EXERCISE GOAL: The answer must restate every record word for word.

TASK DATA:
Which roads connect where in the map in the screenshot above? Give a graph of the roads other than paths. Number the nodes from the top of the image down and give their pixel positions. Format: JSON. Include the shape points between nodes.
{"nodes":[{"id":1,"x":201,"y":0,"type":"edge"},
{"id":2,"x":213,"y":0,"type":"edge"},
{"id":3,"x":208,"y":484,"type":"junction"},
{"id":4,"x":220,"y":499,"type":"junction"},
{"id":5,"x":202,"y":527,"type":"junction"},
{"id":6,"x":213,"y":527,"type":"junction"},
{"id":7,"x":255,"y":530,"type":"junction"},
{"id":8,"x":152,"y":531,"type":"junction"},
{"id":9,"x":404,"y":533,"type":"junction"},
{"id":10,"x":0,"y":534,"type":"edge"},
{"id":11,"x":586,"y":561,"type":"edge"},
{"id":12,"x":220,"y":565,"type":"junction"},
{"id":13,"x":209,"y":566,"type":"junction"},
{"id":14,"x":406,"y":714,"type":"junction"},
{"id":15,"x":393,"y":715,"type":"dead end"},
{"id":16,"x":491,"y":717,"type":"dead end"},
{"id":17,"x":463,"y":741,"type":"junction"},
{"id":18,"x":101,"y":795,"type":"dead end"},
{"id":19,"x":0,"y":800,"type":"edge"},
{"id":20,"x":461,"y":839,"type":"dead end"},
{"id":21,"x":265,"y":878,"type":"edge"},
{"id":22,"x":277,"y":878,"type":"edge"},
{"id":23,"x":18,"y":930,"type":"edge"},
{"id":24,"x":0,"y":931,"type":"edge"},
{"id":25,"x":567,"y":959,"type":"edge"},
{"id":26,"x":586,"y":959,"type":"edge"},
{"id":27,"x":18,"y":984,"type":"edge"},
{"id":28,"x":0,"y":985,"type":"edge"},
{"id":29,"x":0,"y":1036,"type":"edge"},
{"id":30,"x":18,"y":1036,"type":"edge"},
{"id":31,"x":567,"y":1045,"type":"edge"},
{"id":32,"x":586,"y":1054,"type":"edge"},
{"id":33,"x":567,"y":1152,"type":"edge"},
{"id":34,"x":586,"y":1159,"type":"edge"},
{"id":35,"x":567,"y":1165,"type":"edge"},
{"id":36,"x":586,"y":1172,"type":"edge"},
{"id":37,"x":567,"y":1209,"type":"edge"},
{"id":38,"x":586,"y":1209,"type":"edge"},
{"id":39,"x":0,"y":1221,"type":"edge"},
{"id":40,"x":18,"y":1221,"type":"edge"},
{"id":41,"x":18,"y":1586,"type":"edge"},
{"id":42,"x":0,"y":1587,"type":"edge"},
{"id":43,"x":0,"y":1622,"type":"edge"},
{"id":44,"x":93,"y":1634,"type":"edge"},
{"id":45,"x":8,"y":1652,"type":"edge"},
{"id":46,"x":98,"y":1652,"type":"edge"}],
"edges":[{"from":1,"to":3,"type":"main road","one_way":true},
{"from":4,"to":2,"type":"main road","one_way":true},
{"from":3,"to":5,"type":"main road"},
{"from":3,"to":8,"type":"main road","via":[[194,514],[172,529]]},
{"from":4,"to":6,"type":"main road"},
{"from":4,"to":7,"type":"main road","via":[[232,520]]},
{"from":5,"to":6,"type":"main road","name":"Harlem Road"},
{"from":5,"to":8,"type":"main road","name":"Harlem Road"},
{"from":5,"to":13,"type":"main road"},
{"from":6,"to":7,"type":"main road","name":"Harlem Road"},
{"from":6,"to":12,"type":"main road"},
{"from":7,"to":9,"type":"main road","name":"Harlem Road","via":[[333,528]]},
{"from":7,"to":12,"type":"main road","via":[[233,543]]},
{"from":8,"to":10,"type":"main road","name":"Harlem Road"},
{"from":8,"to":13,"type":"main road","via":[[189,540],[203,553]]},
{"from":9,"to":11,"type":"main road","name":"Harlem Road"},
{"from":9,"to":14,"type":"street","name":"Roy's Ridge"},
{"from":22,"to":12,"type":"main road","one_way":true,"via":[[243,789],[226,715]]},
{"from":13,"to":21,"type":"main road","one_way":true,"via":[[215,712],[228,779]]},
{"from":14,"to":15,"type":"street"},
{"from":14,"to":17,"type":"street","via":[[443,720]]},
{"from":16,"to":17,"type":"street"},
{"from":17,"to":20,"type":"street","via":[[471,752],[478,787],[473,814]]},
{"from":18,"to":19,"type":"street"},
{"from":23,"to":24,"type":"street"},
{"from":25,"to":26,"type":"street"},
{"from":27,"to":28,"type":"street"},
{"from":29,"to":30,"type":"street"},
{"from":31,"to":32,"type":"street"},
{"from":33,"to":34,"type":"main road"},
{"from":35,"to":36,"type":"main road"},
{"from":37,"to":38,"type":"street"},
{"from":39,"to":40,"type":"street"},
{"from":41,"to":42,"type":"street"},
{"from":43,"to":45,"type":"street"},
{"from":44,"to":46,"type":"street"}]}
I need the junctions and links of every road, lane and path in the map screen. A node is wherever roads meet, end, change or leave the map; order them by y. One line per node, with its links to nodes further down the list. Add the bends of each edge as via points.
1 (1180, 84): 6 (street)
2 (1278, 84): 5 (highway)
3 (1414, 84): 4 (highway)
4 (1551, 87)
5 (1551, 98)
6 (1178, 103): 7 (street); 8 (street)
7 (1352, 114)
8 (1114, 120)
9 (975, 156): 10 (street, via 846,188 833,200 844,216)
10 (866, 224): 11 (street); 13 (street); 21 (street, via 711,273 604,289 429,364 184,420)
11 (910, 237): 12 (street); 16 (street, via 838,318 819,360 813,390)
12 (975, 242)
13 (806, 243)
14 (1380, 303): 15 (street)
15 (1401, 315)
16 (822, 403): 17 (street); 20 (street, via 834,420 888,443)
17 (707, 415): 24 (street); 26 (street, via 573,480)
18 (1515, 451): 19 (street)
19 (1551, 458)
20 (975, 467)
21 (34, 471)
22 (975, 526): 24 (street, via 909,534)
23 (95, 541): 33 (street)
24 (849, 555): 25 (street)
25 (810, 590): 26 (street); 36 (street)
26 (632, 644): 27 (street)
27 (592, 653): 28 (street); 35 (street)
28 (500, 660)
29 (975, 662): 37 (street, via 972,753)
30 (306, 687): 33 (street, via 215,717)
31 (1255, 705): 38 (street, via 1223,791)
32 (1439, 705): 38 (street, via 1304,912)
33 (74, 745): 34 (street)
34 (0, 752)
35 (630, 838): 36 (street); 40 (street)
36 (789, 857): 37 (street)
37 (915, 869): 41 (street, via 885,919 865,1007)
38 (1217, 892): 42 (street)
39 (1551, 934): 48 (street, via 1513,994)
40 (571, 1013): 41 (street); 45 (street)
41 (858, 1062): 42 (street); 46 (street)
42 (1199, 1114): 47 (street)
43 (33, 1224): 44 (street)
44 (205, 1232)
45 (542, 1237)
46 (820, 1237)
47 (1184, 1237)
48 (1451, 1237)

RESULT FOR THIS EXERCISE:
Which roads connect where in the map in the screenshot above? Give a graph of the roads other than paths. Number the nodes from the top of the image down and give their pixel positions. Format: JSON. Include the shape points between nodes.
{"nodes":[{"id":1,"x":201,"y":0,"type":"edge"},
{"id":2,"x":213,"y":0,"type":"edge"},
{"id":3,"x":208,"y":484,"type":"junction"},
{"id":4,"x":220,"y":499,"type":"junction"},
{"id":5,"x":202,"y":527,"type":"junction"},
{"id":6,"x":213,"y":527,"type":"junction"},
{"id":7,"x":255,"y":530,"type":"junction"},
{"id":8,"x":152,"y":531,"type":"junction"},
{"id":9,"x":404,"y":533,"type":"junction"},
{"id":10,"x":0,"y":534,"type":"edge"},
{"id":11,"x":586,"y":561,"type":"edge"},
{"id":12,"x":220,"y":565,"type":"junction"},
{"id":13,"x":209,"y":566,"type":"junction"},
{"id":14,"x":406,"y":714,"type":"junction"},
{"id":15,"x":393,"y":715,"type":"dead end"},
{"id":16,"x":491,"y":717,"type":"dead end"},
{"id":17,"x":463,"y":741,"type":"junction"},
{"id":18,"x":101,"y":795,"type":"dead end"},
{"id":19,"x":0,"y":800,"type":"edge"},
{"id":20,"x":461,"y":839,"type":"dead end"},
{"id":21,"x":265,"y":878,"type":"edge"},
{"id":22,"x":277,"y":878,"type":"edge"},
{"id":23,"x":18,"y":930,"type":"edge"},
{"id":24,"x":0,"y":931,"type":"edge"},
{"id":25,"x":567,"y":959,"type":"edge"},
{"id":26,"x":586,"y":959,"type":"edge"},
{"id":27,"x":18,"y":984,"type":"edge"},
{"id":28,"x":0,"y":985,"type":"edge"},
{"id":29,"x":0,"y":1036,"type":"edge"},
{"id":30,"x":18,"y":1036,"type":"edge"},
{"id":31,"x":567,"y":1045,"type":"edge"},
{"id":32,"x":586,"y":1054,"type":"edge"},
{"id":33,"x":567,"y":1152,"type":"edge"},
{"id":34,"x":586,"y":1159,"type":"edge"},
{"id":35,"x":567,"y":1165,"type":"edge"},
{"id":36,"x":586,"y":1172,"type":"edge"},
{"id":37,"x":567,"y":1209,"type":"edge"},
{"id":38,"x":586,"y":1209,"type":"edge"},
{"id":39,"x":0,"y":1221,"type":"edge"},
{"id":40,"x":18,"y":1221,"type":"edge"},
{"id":41,"x":18,"y":1586,"type":"edge"},
{"id":42,"x":0,"y":1587,"type":"edge"},
{"id":43,"x":0,"y":1622,"type":"edge"},
{"id":44,"x":93,"y":1634,"type":"edge"},
{"id":45,"x":8,"y":1652,"type":"edge"},
{"id":46,"x":98,"y":1652,"type":"edge"}],
"edges":[{"from":1,"to":3,"type":"main road","one_way":true},
{"from":4,"to":2,"type":"main road","one_way":true},
{"from":3,"to":5,"type":"main road"},
{"from":3,"to":8,"type":"main road","via":[[194,514],[172,529]]},
{"from":4,"to":6,"type":"main road"},
{"from":4,"to":7,"type":"main road","via":[[232,520]]},
{"from":5,"to":6,"type":"main road","name":"Harlem Road"},
{"from":5,"to":8,"type":"main road","name":"Harlem Road"},
{"from":5,"to":13,"type":"main road"},
{"from":6,"to":7,"type":"main road","name":"Harlem Road"},
{"from":6,"to":12,"type":"main road"},
{"from":7,"to":9,"type":"main road","name":"Harlem Road","via":[[333,528]]},
{"from":7,"to":12,"type":"main road","via":[[233,543]]},
{"from":8,"to":10,"type":"main road","name":"Harlem Road"},
{"from":8,"to":13,"type":"main road","via":[[189,540],[203,553]]},
{"from":9,"to":11,"type":"main road","name":"Harlem Road"},
{"from":9,"to":14,"type":"street","name":"Roy's Ridge"},
{"from":22,"to":12,"type":"main road","one_way":true,"via":[[243,789],[226,715]]},
{"from":13,"to":21,"type":"main road","one_way":true,"via":[[215,712],[228,779]]},
{"from":14,"to":15,"type":"street"},
{"from":14,"to":17,"type":"street","via":[[443,720]]},
{"from":16,"to":17,"type":"street"},
{"from":17,"to":20,"type":"street","via":[[471,752],[478,787],[473,814]]},
{"from":18,"to":19,"type":"street"},
{"from":23,"to":24,"type":"street"},
{"from":25,"to":26,"type":"street"},
{"from":27,"to":28,"type":"street"},
{"from":29,"to":30,"type":"street"},
{"from":31,"to":32,"type":"street"},
{"from":33,"to":34,"type":"main road"},
{"from":35,"to":36,"type":"main road"},
{"from":37,"to":38,"type":"street"},
{"from":39,"to":40,"type":"street"},
{"from":41,"to":42,"type":"street"},
{"from":43,"to":45,"type":"street"},
{"from":44,"to":46,"type":"street"}]}
I need the junctions and links of every road, lane and path in the map screen. A node is wherever roads meet, end, change or leave the map; order them by y. One line per node, with its links to nodes further down the list. Add the bends of each edge as via points.
1 (1180, 84): 6 (street)
2 (1278, 84): 5 (highway)
3 (1414, 84): 4 (highway)
4 (1551, 87)
5 (1551, 98)
6 (1178, 103): 7 (street); 8 (street)
7 (1352, 114)
8 (1114, 120)
9 (975, 156): 10 (street, via 846,188 833,200 844,216)
10 (866, 224): 11 (street); 13 (street); 21 (street, via 711,273 604,289 429,364 184,420)
11 (910, 237): 12 (street); 16 (street, via 838,318 819,360 813,390)
12 (975, 242)
13 (806, 243)
14 (1380, 303): 15 (street)
15 (1401, 315)
16 (822, 403): 17 (street); 20 (street, via 834,420 888,443)
17 (707, 415): 24 (street); 26 (street, via 573,480)
18 (1515, 451): 19 (street)
19 (1551, 458)
20 (975, 467)
21 (34, 471)
22 (975, 526): 24 (street, via 909,534)
23 (95, 541): 33 (street)
24 (849, 555): 25 (street)
25 (810, 590): 26 (street); 36 (street)
26 (632, 644): 27 (street)
27 (592, 653): 28 (street); 35 (street)
28 (500, 660)
29 (975, 662): 37 (street, via 972,753)
30 (306, 687): 33 (street, via 215,717)
31 (1255, 705): 38 (street, via 1223,791)
32 (1439, 705): 38 (street, via 1304,912)
33 (74, 745): 34 (street)
34 (0, 752)
35 (630, 838): 36 (street); 40 (street)
36 (789, 857): 37 (street)
37 (915, 869): 41 (street, via 885,919 865,1007)
38 (1217, 892): 42 (street)
39 (1551, 934): 48 (street, via 1513,994)
40 (571, 1013): 41 (street); 45 (street)
41 (858, 1062): 42 (street); 46 (street)
42 (1199, 1114): 47 (street)
43 (33, 1224): 44 (street)
44 (205, 1232)
45 (542, 1237)
46 (820, 1237)
47 (1184, 1237)
48 (1451, 1237)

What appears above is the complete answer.